▶ _Exercise data_
——
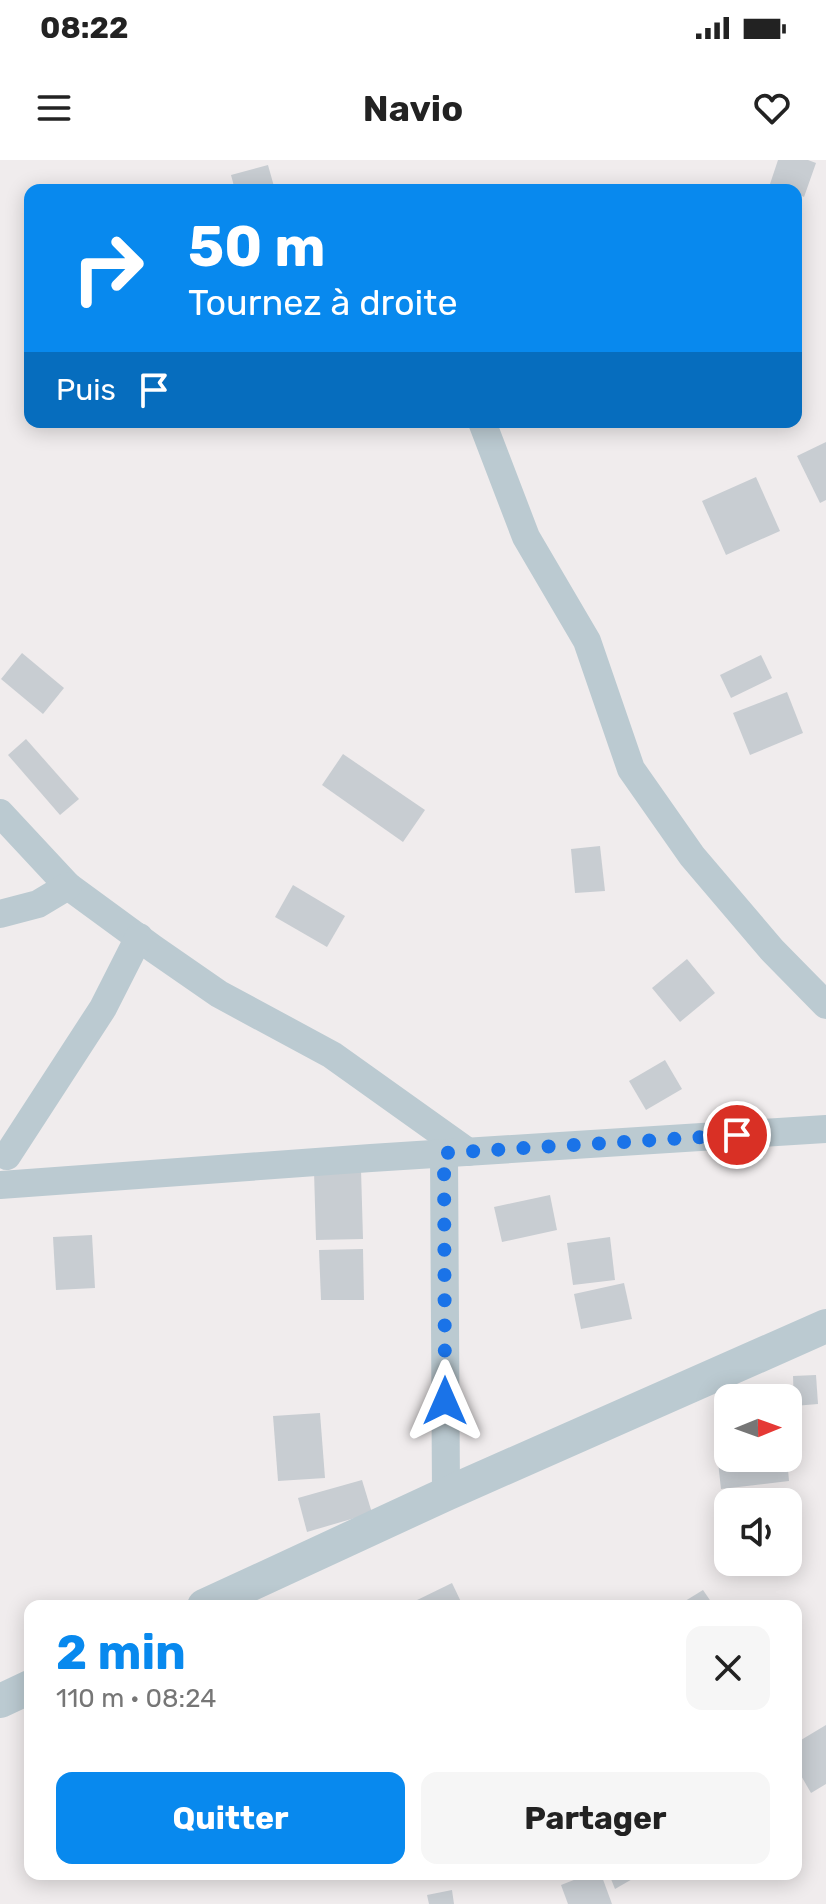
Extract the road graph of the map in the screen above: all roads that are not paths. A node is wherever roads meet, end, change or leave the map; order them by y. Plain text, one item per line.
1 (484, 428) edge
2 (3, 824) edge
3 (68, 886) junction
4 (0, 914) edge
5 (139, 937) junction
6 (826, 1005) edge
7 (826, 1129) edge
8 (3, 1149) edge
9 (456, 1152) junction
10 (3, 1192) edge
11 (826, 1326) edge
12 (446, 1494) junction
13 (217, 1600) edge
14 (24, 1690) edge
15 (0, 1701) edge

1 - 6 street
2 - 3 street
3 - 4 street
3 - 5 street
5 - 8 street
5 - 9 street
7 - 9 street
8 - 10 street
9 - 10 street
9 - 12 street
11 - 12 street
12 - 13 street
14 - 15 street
——
Write the records above out again word for word, skipping each picture.

Extract the road graph of the map in the screen above: all roads that are not paths. A node is wherever roads meet, end, change or leave the map; order them by y. Plain text, one item per line.
1 (484, 428) edge
2 (3, 824) edge
3 (68, 886) junction
4 (0, 914) edge
5 (139, 937) junction
6 (826, 1005) edge
7 (826, 1129) edge
8 (3, 1149) edge
9 (456, 1152) junction
10 (3, 1192) edge
11 (826, 1326) edge
12 (446, 1494) junction
13 (217, 1600) edge
14 (24, 1690) edge
15 (0, 1701) edge

1 - 6 street
2 - 3 street
3 - 4 street
3 - 5 street
5 - 8 street
5 - 9 street
7 - 9 street
8 - 10 street
9 - 10 street
9 - 12 street
11 - 12 street
12 - 13 street
14 - 15 street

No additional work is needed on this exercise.